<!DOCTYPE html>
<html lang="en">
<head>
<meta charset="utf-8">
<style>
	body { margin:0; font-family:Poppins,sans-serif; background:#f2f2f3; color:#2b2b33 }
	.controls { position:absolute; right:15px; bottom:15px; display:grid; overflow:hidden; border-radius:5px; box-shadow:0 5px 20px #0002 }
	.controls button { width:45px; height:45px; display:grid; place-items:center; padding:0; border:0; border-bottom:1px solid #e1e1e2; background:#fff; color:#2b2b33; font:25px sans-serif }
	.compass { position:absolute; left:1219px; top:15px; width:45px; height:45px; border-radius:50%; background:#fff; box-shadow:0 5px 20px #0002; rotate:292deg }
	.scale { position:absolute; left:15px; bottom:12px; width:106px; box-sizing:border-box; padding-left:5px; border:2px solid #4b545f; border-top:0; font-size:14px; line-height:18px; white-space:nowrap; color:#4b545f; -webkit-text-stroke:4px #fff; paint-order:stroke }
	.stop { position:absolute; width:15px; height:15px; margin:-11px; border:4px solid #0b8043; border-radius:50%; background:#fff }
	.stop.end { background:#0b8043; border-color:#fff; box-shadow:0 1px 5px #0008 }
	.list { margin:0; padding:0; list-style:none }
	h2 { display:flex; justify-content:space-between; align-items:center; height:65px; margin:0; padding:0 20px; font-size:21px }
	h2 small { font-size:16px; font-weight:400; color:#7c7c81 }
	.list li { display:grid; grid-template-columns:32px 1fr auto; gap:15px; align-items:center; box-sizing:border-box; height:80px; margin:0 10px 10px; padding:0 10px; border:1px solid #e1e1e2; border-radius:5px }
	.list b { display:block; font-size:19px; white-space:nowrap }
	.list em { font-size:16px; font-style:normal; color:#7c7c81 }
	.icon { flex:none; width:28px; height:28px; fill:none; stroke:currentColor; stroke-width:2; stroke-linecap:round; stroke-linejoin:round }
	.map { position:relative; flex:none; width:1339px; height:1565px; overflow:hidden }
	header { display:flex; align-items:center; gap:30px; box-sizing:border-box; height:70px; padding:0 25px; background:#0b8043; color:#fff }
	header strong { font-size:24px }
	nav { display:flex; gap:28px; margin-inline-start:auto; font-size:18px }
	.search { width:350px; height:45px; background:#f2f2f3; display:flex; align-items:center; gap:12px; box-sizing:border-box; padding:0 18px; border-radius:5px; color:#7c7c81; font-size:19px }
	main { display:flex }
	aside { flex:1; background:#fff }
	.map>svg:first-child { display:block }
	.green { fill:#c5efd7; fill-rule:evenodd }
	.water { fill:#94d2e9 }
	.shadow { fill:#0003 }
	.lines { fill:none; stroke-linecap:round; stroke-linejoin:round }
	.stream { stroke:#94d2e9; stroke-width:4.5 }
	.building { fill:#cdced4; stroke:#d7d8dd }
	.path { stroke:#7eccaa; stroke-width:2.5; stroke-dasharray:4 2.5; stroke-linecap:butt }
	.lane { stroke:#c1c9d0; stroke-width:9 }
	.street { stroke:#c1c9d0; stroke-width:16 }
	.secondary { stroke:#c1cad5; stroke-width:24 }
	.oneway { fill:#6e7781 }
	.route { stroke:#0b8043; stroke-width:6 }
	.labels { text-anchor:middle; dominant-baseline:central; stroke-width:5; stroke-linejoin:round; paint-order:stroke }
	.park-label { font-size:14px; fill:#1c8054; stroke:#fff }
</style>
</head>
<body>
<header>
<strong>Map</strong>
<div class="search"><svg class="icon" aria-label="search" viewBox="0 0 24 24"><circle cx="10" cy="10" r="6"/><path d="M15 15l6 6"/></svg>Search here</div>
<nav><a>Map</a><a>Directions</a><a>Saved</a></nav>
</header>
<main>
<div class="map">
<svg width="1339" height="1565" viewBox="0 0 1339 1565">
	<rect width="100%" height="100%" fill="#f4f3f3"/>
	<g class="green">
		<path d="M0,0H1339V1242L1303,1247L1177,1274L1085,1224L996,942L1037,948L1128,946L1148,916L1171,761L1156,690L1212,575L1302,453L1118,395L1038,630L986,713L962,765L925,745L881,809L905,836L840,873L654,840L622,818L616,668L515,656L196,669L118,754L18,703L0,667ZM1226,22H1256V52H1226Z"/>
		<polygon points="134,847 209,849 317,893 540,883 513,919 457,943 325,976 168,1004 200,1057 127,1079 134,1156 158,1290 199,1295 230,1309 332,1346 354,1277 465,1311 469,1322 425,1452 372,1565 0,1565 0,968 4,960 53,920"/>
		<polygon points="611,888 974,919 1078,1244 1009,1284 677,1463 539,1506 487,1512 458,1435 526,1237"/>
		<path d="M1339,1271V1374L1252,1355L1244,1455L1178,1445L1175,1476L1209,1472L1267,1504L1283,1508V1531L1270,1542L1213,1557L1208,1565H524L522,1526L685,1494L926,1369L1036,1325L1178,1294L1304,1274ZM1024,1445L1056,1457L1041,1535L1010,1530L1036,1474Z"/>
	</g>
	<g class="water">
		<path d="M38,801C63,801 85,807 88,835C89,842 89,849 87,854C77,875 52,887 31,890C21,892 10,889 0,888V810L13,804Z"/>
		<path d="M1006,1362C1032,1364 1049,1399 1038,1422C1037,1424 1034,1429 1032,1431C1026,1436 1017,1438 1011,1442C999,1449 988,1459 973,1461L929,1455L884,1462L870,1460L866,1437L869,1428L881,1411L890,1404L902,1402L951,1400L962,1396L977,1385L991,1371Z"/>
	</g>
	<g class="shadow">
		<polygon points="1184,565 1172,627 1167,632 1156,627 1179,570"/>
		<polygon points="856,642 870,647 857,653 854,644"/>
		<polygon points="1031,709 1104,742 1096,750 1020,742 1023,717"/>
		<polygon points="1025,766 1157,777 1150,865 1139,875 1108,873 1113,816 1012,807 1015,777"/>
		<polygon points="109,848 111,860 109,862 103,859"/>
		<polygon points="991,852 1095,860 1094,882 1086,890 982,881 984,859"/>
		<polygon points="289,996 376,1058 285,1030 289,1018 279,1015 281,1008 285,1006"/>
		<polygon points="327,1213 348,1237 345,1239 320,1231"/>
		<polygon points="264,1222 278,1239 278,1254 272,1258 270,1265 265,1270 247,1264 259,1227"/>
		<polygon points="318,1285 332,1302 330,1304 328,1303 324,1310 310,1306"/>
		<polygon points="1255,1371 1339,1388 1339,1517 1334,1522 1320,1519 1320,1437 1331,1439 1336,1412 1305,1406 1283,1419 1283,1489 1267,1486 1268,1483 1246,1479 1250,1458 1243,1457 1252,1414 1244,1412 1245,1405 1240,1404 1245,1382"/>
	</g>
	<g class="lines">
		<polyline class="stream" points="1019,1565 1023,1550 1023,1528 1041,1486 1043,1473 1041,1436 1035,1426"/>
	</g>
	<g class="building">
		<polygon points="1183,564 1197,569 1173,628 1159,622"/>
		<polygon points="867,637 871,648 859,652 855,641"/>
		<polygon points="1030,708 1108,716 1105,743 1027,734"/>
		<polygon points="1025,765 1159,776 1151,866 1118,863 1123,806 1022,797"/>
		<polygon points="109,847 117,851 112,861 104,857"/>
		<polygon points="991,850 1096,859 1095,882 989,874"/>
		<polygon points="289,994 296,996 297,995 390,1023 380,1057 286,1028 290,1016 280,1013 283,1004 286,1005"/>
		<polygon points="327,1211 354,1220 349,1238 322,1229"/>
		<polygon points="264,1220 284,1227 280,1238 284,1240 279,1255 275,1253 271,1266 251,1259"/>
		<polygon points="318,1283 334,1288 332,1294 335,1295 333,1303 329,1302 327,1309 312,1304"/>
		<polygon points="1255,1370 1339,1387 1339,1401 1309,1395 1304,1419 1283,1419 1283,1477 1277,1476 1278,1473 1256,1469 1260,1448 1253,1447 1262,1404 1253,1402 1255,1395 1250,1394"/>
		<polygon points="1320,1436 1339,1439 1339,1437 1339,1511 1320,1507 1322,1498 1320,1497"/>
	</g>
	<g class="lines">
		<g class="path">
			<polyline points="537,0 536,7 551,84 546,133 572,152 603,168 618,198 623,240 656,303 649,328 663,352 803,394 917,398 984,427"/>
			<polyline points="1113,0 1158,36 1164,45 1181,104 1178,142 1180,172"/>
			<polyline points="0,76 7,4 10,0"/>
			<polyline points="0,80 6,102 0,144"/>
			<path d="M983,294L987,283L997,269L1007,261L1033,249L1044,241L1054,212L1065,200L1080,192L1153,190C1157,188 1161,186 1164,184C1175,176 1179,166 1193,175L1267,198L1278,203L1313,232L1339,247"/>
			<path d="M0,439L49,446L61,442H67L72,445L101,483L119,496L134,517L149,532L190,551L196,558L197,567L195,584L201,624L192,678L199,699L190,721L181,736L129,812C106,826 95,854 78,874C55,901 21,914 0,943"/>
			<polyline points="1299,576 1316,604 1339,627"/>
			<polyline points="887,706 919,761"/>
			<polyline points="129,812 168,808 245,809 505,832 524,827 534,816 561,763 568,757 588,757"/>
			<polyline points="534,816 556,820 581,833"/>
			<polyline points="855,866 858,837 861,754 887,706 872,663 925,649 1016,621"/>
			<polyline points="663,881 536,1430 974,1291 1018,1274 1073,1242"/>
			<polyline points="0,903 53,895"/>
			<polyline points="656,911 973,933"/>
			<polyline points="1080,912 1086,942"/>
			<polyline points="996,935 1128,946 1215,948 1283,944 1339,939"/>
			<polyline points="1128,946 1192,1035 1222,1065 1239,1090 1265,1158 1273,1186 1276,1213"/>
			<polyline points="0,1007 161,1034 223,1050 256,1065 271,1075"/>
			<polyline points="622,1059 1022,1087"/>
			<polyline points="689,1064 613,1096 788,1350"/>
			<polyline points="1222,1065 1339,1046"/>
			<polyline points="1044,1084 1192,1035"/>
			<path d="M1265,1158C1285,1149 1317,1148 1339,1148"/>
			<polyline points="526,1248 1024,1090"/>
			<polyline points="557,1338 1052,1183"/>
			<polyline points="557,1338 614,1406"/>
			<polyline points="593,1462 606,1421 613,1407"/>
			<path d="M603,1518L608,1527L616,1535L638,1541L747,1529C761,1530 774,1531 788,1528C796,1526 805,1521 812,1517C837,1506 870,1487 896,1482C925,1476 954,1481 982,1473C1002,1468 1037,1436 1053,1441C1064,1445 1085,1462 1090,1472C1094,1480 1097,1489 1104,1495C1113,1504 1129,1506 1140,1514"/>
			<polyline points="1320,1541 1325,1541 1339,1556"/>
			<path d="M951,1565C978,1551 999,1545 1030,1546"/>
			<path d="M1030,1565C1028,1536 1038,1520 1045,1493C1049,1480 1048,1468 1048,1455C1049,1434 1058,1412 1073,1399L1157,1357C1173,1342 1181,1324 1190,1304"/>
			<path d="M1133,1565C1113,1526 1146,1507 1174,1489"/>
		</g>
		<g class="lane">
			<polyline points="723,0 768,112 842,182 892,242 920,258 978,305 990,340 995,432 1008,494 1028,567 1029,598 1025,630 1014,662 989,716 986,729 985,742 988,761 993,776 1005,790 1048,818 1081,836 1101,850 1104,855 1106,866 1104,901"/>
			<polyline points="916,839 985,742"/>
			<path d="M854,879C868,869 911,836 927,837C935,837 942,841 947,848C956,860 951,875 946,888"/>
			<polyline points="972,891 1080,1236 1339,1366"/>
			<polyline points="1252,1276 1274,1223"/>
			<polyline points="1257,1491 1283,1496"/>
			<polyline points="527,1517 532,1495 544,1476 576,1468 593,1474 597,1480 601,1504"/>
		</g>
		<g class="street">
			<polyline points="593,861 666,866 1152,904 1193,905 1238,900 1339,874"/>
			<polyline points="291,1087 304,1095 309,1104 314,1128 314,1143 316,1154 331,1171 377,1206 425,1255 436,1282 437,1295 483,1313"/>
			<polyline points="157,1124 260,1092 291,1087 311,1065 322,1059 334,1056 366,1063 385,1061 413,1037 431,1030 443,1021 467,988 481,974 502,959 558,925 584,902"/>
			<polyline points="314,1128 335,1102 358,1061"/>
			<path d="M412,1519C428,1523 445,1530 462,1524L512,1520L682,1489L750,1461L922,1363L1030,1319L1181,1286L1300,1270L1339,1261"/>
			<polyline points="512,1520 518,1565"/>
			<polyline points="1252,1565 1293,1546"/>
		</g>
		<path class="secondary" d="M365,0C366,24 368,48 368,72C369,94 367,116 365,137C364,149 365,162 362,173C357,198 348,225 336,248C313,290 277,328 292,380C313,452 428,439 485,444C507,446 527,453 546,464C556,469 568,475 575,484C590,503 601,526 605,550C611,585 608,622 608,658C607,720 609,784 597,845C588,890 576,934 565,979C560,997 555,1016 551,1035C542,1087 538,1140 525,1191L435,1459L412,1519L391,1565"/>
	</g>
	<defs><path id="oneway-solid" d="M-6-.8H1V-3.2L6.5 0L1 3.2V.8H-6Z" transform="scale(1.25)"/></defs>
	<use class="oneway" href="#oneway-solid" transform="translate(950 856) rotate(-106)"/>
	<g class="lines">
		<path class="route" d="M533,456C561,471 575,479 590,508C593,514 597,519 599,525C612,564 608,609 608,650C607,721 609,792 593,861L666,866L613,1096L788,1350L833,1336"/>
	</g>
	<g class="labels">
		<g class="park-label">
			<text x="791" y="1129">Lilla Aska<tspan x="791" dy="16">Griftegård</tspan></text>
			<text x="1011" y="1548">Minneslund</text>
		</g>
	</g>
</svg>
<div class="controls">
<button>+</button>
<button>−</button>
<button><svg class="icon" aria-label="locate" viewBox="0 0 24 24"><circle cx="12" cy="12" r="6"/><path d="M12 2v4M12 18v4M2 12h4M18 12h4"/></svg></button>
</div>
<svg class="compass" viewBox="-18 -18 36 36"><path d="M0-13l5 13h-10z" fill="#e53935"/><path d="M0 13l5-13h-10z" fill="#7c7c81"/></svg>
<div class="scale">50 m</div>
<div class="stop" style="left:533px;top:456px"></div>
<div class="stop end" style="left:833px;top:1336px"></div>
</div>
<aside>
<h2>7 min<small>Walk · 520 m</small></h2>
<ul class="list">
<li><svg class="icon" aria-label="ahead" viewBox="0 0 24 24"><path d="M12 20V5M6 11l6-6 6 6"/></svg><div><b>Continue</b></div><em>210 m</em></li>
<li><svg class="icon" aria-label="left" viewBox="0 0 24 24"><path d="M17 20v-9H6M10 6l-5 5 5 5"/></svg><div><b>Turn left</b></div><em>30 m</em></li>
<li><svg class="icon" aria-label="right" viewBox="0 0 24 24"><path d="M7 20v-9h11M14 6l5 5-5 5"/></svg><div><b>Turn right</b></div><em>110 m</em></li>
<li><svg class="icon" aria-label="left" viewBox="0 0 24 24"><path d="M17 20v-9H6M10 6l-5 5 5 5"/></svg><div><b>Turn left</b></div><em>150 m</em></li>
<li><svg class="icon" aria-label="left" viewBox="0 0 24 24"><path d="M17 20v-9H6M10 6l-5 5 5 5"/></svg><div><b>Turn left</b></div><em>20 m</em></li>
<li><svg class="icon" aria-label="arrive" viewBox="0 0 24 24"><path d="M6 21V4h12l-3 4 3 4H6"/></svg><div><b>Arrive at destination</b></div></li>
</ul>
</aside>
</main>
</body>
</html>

◆ ◆ ◆ ◆ ◆

AIM OF THE TASK:
How many lines of the listing contain "strong"? Say only that number.

EXPECTED ANSWER:
2